> [EXERCISE DIRECTIONS]
How many lines of the records hold the string "Terrace"? Reply with the number alone.

[Data excerpts]
◆ ◆ ◆

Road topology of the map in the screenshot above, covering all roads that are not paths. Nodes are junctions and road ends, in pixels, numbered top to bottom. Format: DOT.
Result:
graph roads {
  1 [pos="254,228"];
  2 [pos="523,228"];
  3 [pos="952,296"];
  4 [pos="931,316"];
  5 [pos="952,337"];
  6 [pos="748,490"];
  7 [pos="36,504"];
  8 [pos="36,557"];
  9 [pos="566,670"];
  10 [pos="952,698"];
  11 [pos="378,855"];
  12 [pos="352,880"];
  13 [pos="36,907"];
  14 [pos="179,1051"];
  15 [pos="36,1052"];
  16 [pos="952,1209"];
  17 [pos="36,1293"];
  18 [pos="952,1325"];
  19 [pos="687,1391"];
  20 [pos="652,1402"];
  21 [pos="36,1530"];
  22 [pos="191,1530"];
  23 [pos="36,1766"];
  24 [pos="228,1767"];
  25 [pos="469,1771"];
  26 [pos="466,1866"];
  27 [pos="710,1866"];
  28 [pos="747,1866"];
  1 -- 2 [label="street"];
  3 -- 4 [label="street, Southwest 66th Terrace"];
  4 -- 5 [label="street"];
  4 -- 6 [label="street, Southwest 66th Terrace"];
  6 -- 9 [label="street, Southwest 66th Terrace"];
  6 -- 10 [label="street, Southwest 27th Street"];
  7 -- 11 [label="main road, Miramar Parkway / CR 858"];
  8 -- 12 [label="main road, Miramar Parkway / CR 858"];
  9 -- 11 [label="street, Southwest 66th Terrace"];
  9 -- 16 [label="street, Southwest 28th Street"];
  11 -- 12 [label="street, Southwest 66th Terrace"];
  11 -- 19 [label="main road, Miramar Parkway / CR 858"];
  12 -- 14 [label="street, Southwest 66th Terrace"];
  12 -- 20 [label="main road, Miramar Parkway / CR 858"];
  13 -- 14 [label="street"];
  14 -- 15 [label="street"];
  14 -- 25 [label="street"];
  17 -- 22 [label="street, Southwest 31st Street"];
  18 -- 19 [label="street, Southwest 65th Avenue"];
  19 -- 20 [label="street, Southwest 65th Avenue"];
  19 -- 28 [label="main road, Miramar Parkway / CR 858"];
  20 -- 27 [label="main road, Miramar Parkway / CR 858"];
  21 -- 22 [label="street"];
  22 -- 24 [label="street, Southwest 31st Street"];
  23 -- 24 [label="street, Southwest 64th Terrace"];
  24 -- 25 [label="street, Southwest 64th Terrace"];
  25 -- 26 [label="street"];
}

◆ ◆ ◆

> [EXERCISE RESULT]
8